We begin in at Shirley Express convenience store in Shirley, New York, where a crook has brought a baseball bat to a rifle fight. Surely, you can't be serious. When the bat wielding thug entered his convenience store, owner Mohammad Sohail turned the table by grabbing the rifle he kept beneath his counter. With the man on his knees begging forgiveness, saying he just needed to feed his family, Sohail took pity on the man, he did not call police, he instead gave the guy 40 bucks and a loaf of bread.

He then said he converted the masked man to Islam. Give a penny, take a religion. The new convert then slink out the door and although Johnny Law would still like a word with him, Sohail says he will not press charges now.

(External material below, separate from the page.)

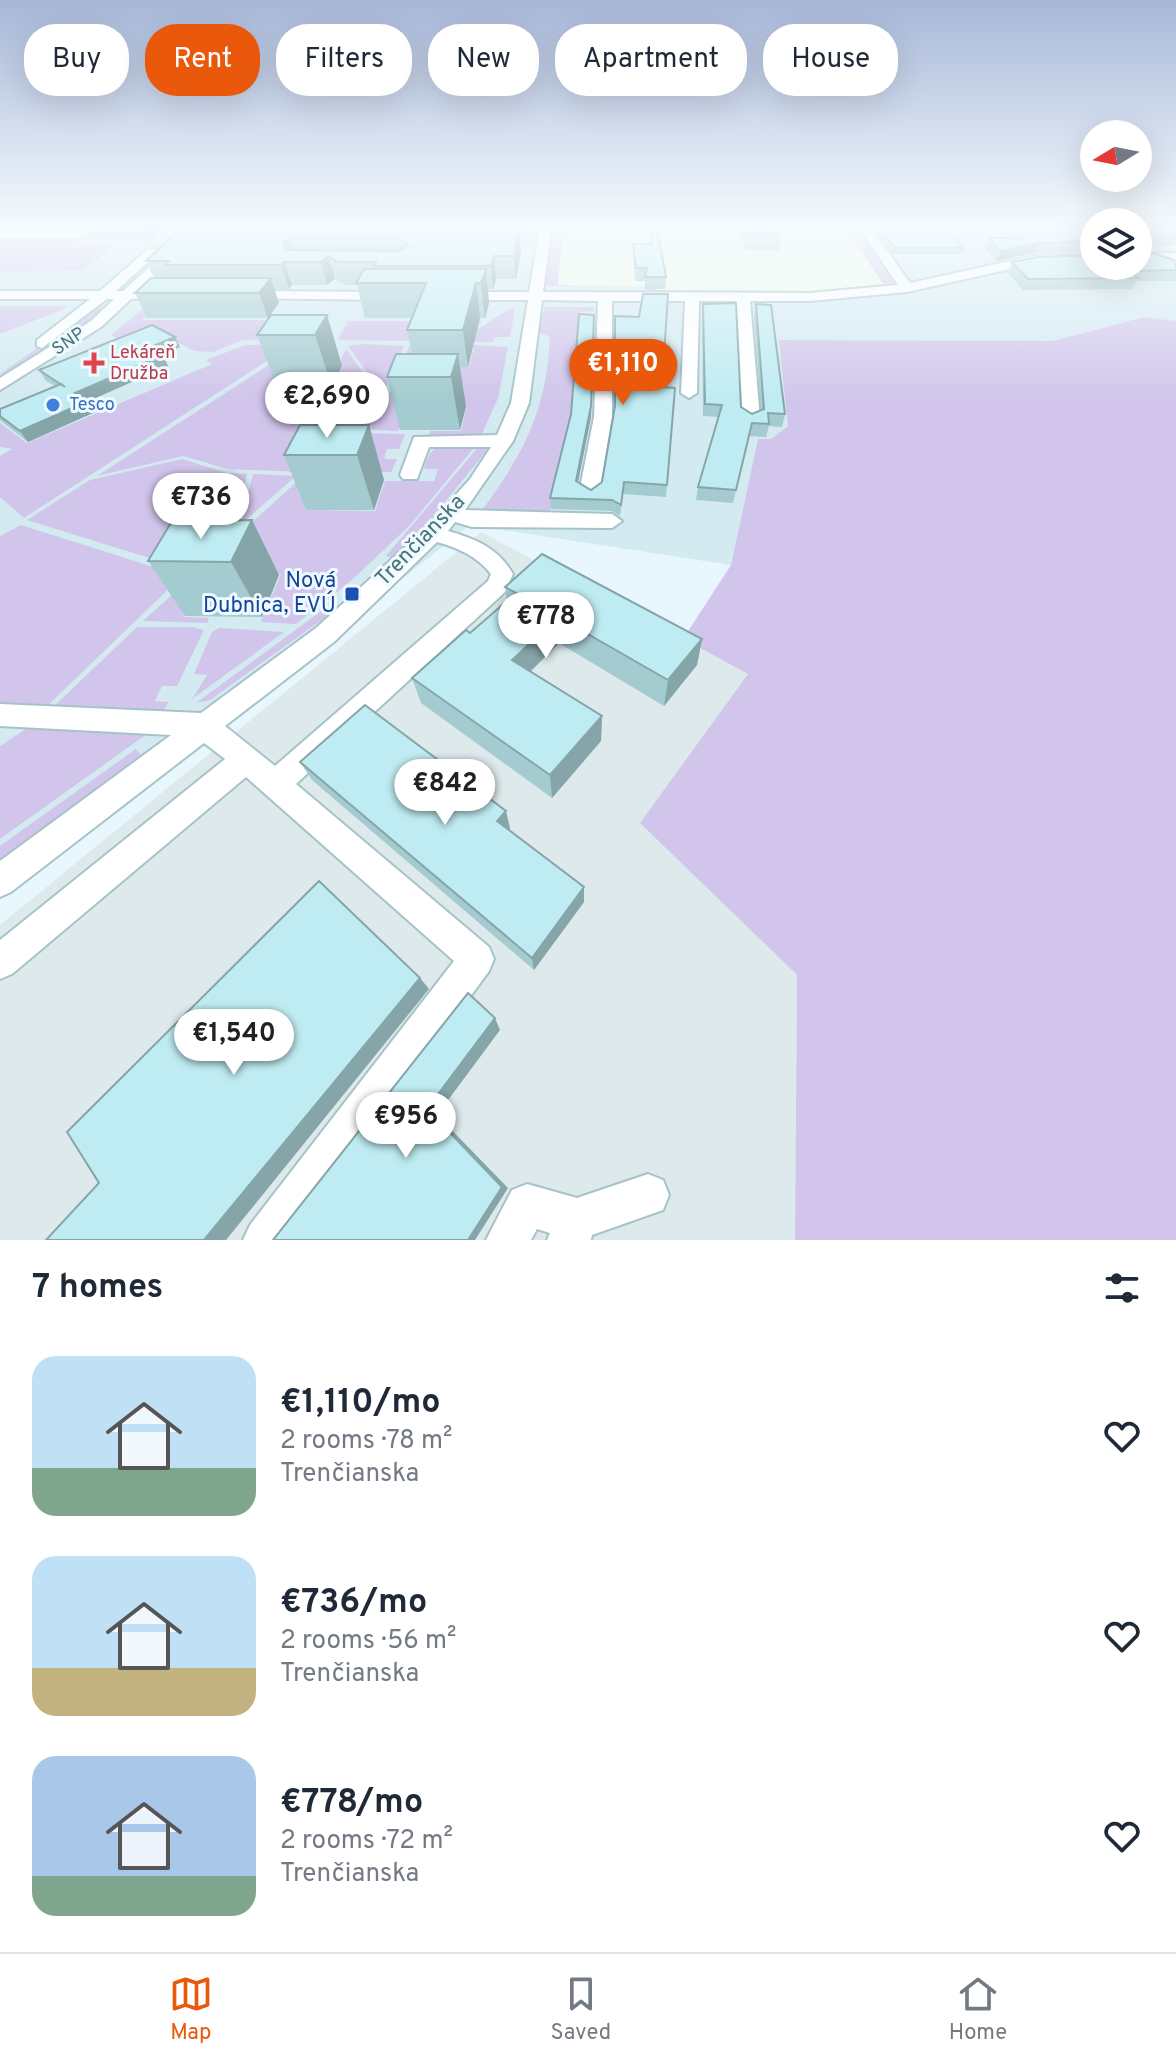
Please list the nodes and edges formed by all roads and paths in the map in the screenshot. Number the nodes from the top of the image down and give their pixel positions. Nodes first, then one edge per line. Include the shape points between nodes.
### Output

To the Internets, where we catch up with the Czech Republic's Miss 2009 contest already in progress. Here now our master of ceremonies, Jan Crowson (ph). OK. Jan Crowson (ph) - that's Jan Crowson at the Miss 2009 contest, who almost missed the rest of 2009 because he forgot to look down.

Oh, and thanks for the help, ladies on these swings.

And into Palm Beach, and American automakers take note, you want to move products, how about kittens in the engine bloc. It could be cute. After sitting idle for weeks, the owner of this minivan tried turning the thing over, and it was not the engine that he heard purring. The hood was pooped, two kitties made a run for it, two more were yanked out of the works, startled by unharmed.

The fur balls were transported to an animal shelter where later their cousin Tootzie (ph) drove by and bail them out.

The president in Saudi Arabia today, another outreach to the Muslim world, so much of one that Osama bin Laden has apparently been forced to issue a rebuttal.

And the news that the former president used to have an annual book reading contest with Karl Rove. And for three weeks, he averaged better than one book per week. Maybe that's it. Maybe Mr. Bush thought it was a part-time job.

Tonight's WTF Moment - ahead.

(COMMERCIAL BREAK)

OLBERMANN: Canadian explorer is Alexander McKenzie. Andrew McKenzie is a fashion designer.

"I thought it was very important," he said, "to come to the place where Islam began." Our third story in the Countdown, the new American president explaining why he felt it necessary to travel to Saudi Arabia today, not to impose democracy on an entire region, not to remake a Middle East in his own image, not to reinforce his family's personal relationship with that nation's oil barons.

Something new. President Obama today arriving in Riyadh, his first visit to Saudi Arabia, home to 15 of the 19 September 11th hijackers. The president seeking the counsel of King Abdullah as he puts the finishing touches on the speech he will give tomorrow in Cairo about the US relationship with followers of Islam.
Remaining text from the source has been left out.